Oh… my… gosh! This part never ends!
For those of you thinking about tackling spray foam yourself, you may want to think it through a bit. While it is not a difficult task, it does consume a ton of time to do it properly… or even half-properly, like we’re doing.
For starters, this stuff is messy and hot. The spray goes everywhere so you need to decide between wearing a Tyvek bunny suit or spending an hour in the shower scraping the spatter from your skin and hair before you throw away the clothing you’ll ruin (I chose the latter option this evening).
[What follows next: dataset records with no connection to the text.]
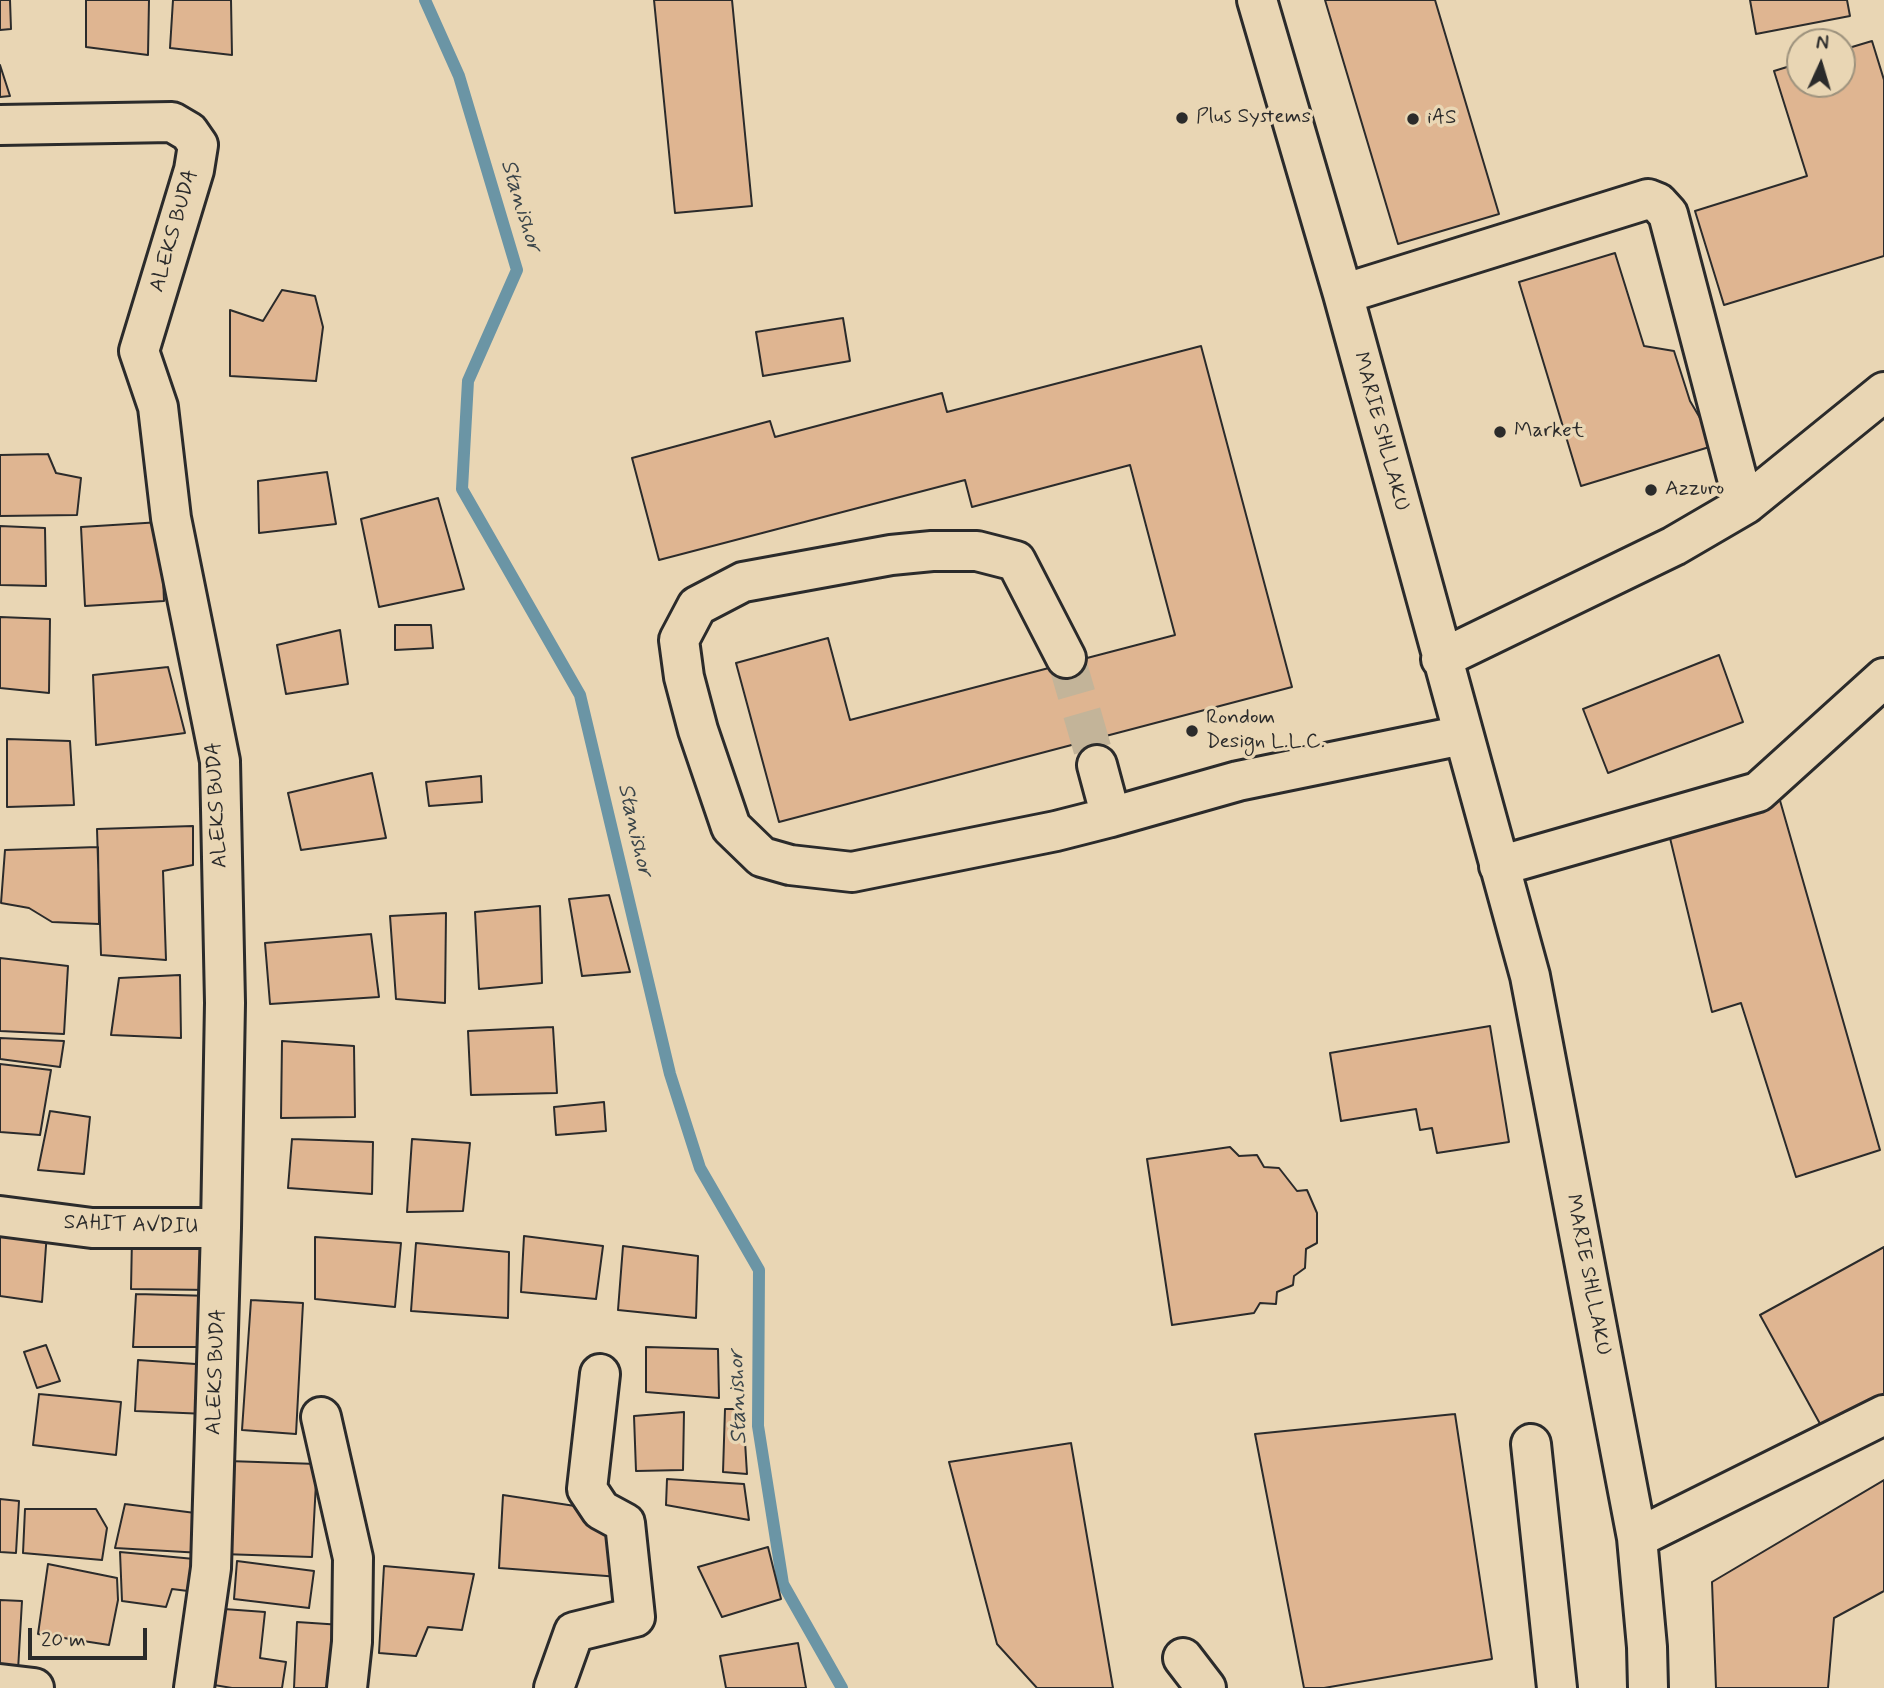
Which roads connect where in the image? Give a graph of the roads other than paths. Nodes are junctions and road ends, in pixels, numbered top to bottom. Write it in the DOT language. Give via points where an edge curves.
graph roads {
  1 [pos="1257,0"];
  2 [pos="0,125"];
  3 [pos="1343,294"];
  4 [pos="1884,392"];
  5 [pos="1746,504"];
  6 [pos="1066,658"];
  7 [pos="1441,659"];
  8 [pos="1884,678"];
  9 [pos="1463,735"];
  10 [pos="1097,765"];
  11 [pos="1111,817"];
  12 [pos="1500,866"];
  13 [pos="0,1216"];
  14 [pos="221,1228"];
  15 [pos="600,1374"];
  16 [pos="1884,1415"];
  17 [pos="321,1417"];
  18 [pos="1531,1444"];
  19 [pos="1637,1538"];
  20 [pos="1183,1658"];
  21 [pos="194,1688"];
  22 [pos="347,1688"];
  23 [pos="554,1688"];
  24 [pos="1206,1688"];
  25 [pos="1557,1688"];
  26 [pos="1648,1688"];
  1 -- 3 [label="street, MARIE SHLLAKU"];
  2 -- 14 [label="street, ALEKS BUDA" via="172,122 189,132 198,145 139,351 158,407 171,518 220,761 225,1003"];
  3 -- 5 [label="street" via="1648,199 1658,203 1668,214"];
  3 -- 7 [label="street, MARIE SHLLAKU"];
  4 -- 5 [label="street"];
  5 -- 7 [label="street" via="1675,546"];
  6 -- 11 [label="street" via="1016,561 976,551 891,555 743,582 696,606 679,640 698,730 732,827 762,857 852,872"];
  7 -- 9 [label="street, MARIE SHLLAKU"];
  8 -- 12 [label="street" via="1758,792"];
  9 -- 11 [label="street" via="1238,781"];
  9 -- 12 [label="street, MARIE SHLLAKU"];
  10 -- 11 [label="street"];
  12 -- 19 [label="street, MARIE SHLLAKU" via="1530,976"];
  13 -- 14 [label="street, SAHIT AVDIU" via="92,1228"];
  14 -- 21 [label="street, ALEKS BUDA" via="211,1568"];
  15 -- 23 [label="street" via="587,1489 601,1510 625,1523 635,1617 574,1632"];
  16 -- 19 [label="street"];
  17 -- 22 [label="street" via="353,1558"];
  18 -- 25 [label="street"];
  19 -- 26 [label="street, MARIE SHLLAKU"];
  20 -- 24 [label="street"];
}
The heat itself isn’t bad. While this stuff is expanding and curing, it gives off a good deal of heat. If you’re working in a confined space you will feel like a pot roast waiting to be carved. Add the bunny suit and respirator to this mix and it’s rather unpleasant for long periods of time. It takes us about 45 minutes to properly apply the contents of one 650 kit.
Note: We went with the 650 kits as they are the largest size fire-rated closed-cell kits available to consumers.
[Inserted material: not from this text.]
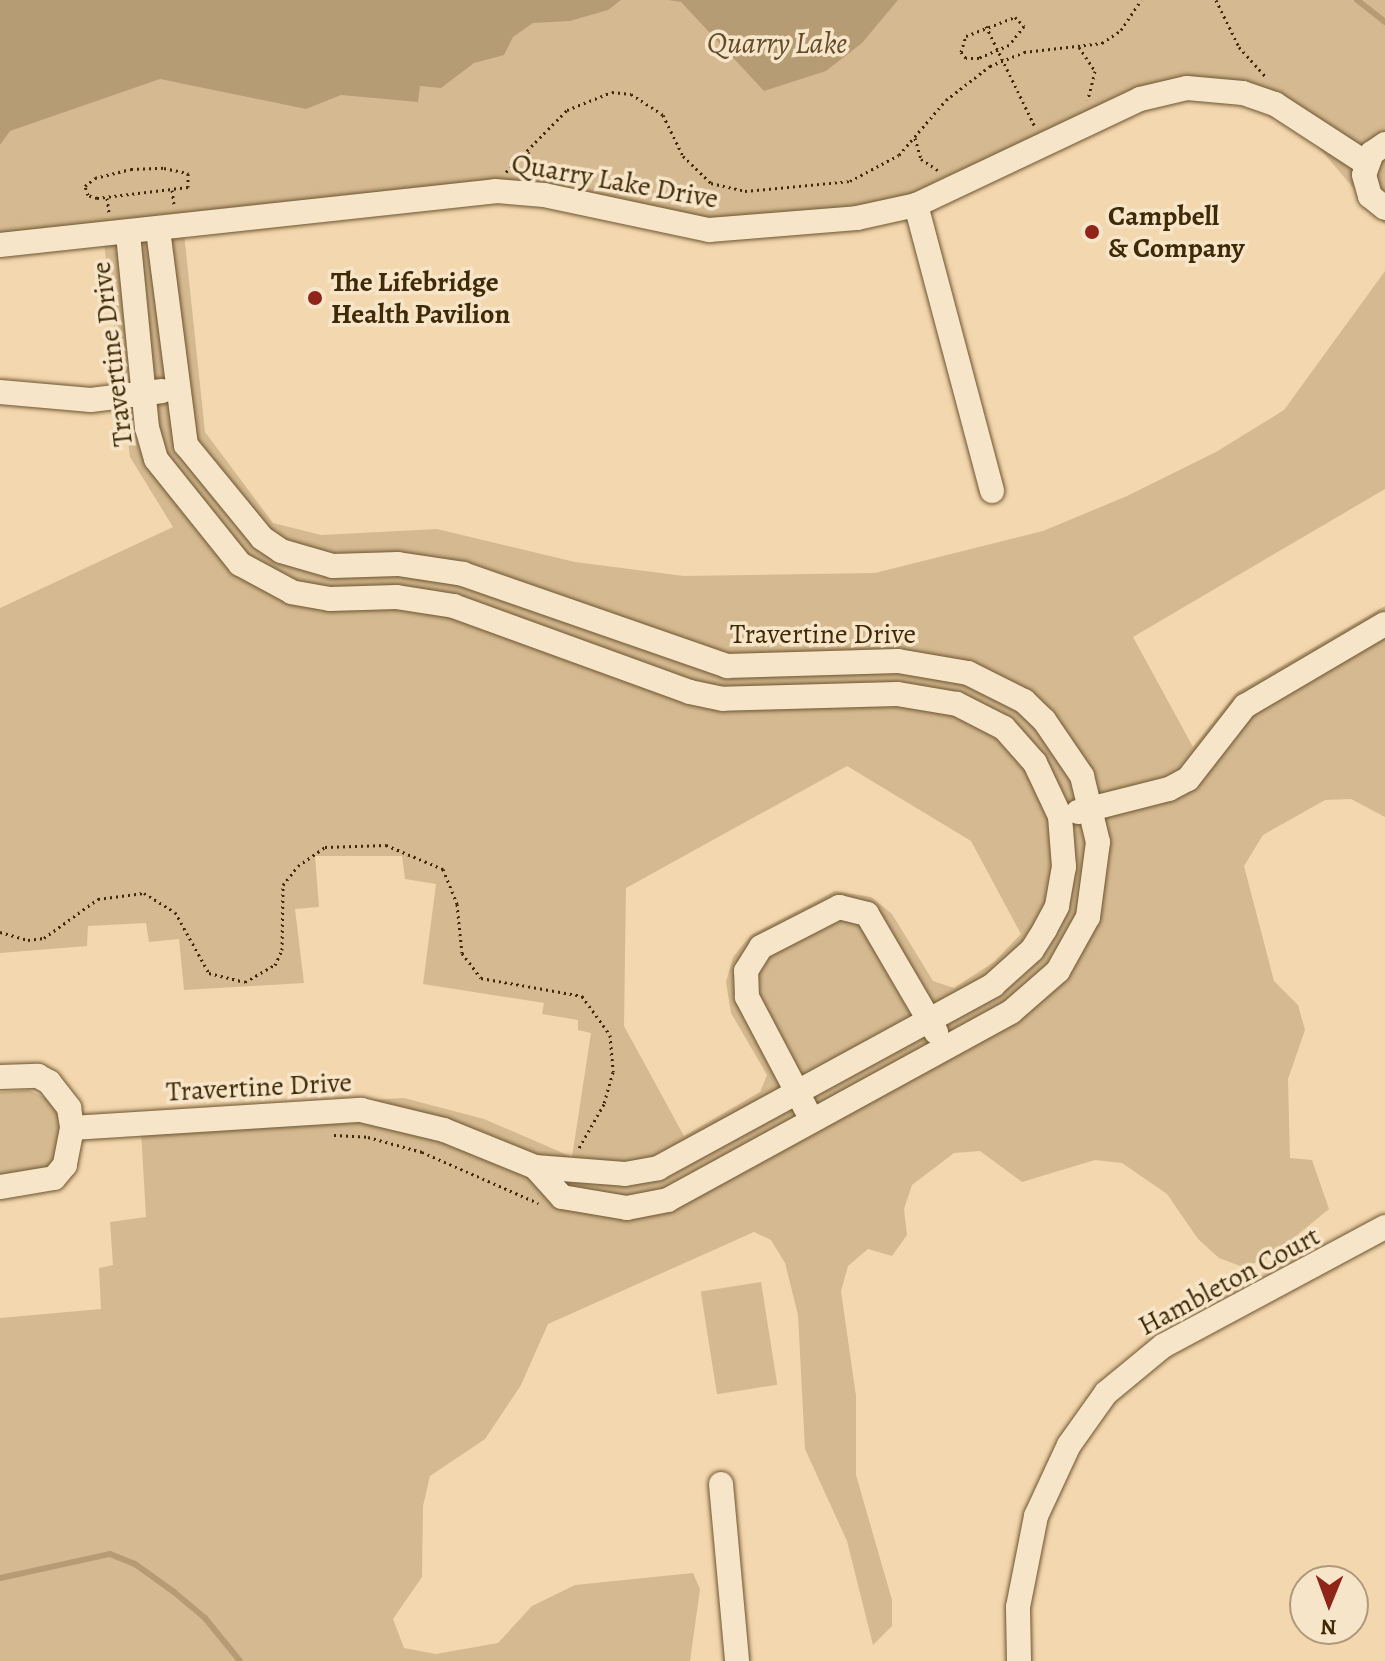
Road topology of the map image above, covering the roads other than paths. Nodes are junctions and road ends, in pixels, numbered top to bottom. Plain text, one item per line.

Speaking of time, we ended up dealing with the insulation in sessions. Each kit retails for around $750 and, since we haven’t really budgeted for any of this, we end up buying a couple of kits each week or so. Then the weather is a factor. For best results you want to install spray foam while it’s in the mid-70’s. Also, it should remain at that temperature for the 24 hours immediately preceding its use. Factor in more time to ventilate the area and our “sessions” end up being spread apart with about a week or so in between.
To date we have installed five sets of tanks (the bathroom is complete and behind me in that pic). Accounting for us slightly overfilling each cavity and I estimate we will need another 1.5 … which equates to buying two. Once the last coat is applied, it will be time to shave down the walls and install the interior walls.